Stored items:
● ● ● ● ● ● ●

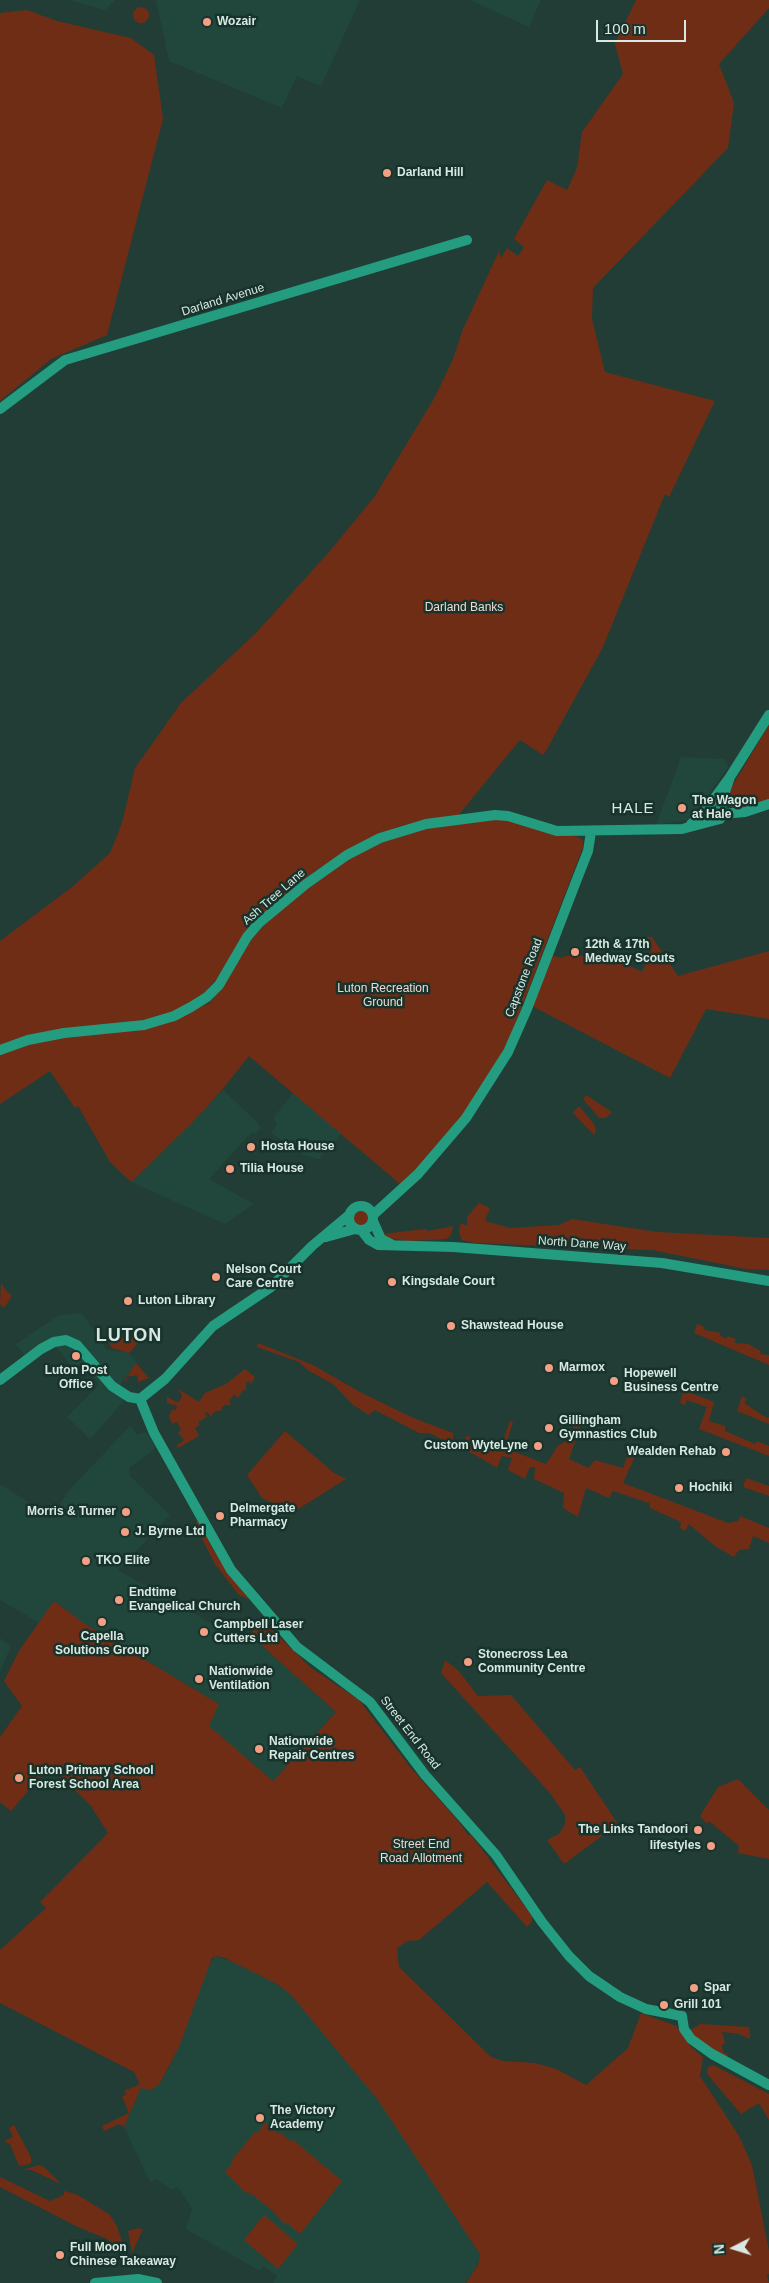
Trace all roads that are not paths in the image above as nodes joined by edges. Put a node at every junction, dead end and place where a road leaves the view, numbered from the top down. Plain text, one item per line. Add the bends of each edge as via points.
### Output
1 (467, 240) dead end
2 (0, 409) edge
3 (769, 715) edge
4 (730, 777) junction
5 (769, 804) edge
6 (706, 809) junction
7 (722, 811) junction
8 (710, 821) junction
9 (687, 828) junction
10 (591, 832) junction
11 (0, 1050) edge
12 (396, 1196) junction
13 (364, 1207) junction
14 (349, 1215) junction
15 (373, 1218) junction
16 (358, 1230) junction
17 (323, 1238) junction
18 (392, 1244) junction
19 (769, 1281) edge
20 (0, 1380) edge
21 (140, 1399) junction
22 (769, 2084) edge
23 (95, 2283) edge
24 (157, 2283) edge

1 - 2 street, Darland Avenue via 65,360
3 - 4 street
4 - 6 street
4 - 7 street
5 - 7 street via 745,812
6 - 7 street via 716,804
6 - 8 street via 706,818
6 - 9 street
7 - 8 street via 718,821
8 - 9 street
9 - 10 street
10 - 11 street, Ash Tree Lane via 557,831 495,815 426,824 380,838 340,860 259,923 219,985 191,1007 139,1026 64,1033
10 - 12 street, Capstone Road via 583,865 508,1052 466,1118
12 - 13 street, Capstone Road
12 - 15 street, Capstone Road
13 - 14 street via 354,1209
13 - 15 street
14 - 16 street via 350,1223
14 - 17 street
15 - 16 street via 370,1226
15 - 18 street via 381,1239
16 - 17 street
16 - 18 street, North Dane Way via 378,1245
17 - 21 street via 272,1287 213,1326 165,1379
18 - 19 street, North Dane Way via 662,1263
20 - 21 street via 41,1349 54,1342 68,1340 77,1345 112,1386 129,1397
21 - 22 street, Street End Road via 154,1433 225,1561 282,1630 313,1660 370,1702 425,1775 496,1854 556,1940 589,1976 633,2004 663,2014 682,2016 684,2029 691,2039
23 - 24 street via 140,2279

● ● ● ● ● ● ●

→ **YOUR GOAL**: Above are the entries; copy out every line among them that contains the word "dead".

→ **ANSWER TO THE PROBLEM**:
Trace all roads that are not paths in the image above as nodes joined by edges. Put a node at every junction, dead end and place where a road leaves the view, numbered from the top down. Plain text, one item per line. Add the bends of each edge as via points.
1 (467, 240) dead end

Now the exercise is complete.